** ACTION ITEM **
Below are the records; copy exactly the stretch from the line containing "index mcp: (280, 250)" through the line containing "ring tip: (481, 207)", both ends included, and nothing else.

** EXTRACTED ENTRIES **
►

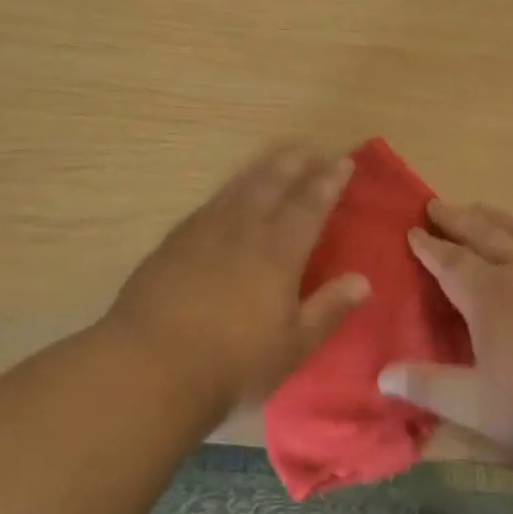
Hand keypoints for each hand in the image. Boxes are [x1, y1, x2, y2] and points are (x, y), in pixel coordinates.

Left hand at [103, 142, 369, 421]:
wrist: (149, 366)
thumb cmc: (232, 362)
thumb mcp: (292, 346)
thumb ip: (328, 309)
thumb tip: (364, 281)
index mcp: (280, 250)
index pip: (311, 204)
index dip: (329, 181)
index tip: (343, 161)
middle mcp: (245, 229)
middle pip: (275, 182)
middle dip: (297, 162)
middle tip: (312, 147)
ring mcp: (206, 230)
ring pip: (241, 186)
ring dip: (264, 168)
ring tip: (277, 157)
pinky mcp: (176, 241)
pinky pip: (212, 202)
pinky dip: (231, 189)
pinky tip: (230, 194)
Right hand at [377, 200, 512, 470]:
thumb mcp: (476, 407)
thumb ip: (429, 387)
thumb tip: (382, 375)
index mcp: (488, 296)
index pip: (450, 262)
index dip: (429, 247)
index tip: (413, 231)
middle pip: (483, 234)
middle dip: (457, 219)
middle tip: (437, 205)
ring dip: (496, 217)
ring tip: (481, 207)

◄
►

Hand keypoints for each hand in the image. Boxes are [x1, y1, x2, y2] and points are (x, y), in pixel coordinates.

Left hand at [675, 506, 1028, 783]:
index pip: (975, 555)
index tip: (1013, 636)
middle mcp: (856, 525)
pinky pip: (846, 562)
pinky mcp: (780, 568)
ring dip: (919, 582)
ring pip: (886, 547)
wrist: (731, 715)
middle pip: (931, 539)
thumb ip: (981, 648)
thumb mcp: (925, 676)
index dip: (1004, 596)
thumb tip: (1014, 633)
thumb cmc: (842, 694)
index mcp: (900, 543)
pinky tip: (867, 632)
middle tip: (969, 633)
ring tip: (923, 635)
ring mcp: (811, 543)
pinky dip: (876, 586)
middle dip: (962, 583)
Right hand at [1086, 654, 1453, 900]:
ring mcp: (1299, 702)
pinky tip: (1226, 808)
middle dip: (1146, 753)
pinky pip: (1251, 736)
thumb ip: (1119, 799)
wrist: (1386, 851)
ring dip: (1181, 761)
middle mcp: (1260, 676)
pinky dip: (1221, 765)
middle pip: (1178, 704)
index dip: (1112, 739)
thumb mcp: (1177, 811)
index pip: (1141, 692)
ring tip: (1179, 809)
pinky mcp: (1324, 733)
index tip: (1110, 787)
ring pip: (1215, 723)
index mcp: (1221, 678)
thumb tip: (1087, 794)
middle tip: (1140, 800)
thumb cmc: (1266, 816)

◄
►

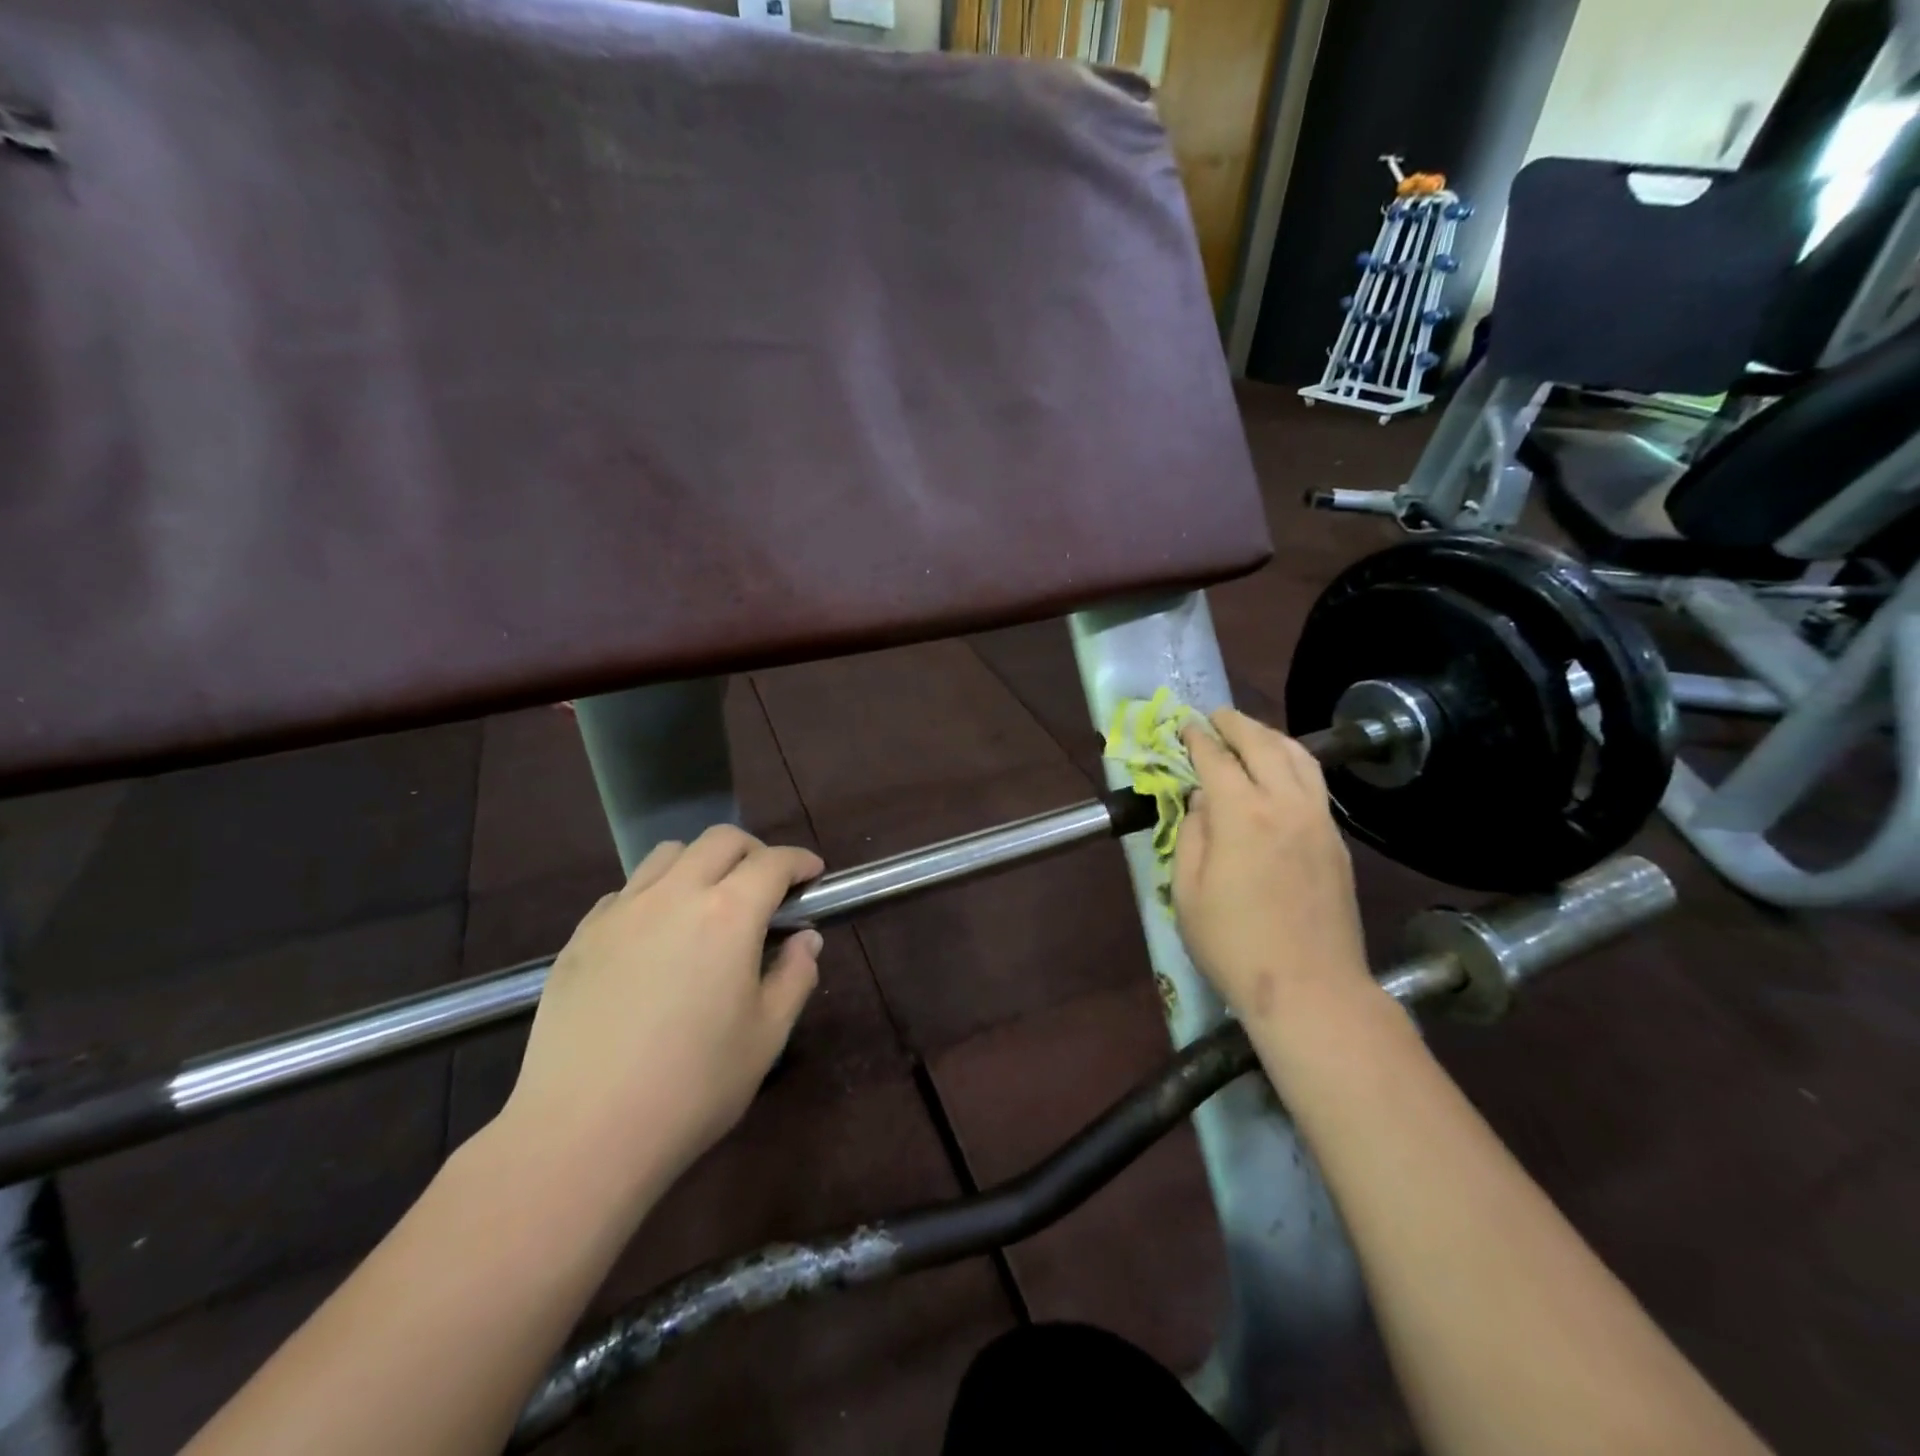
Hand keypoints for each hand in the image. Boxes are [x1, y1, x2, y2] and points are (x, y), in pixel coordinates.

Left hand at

◄

** RESPONSE TO THIS EXERCISE **
index mcp: (280, 250)
index pip: (311, 204)
index dip: (329, 181)
index tip: (343, 161)
middle mcp: (245, 229)
middle pip: (275, 182)
middle dip: (297, 162)
middle tip: (312, 147)
ring mcp: (206, 230)
ring pip: (241, 186)
ring dip: (264, 168)
ring tip: (277, 157)
pinky mcp: (176, 241)
pinky pip: (212, 202)
pinky dip: (231, 189)
pinky tip: (230, 194)
Right hand at [377, 200, 512, 470]:
thumb mcp: (476, 407)
thumb ip: (429, 387)
thumb tip: (382, 375)
index mcp: (488, 296)
index pip: (450, 262)
index dip: (429, 247)
index tip: (413, 231)
middle pip: (483, 234)
middle dip: (457, 219)
middle tip: (437, 205)
ring dip: (496, 217)
ring tip: (481, 207)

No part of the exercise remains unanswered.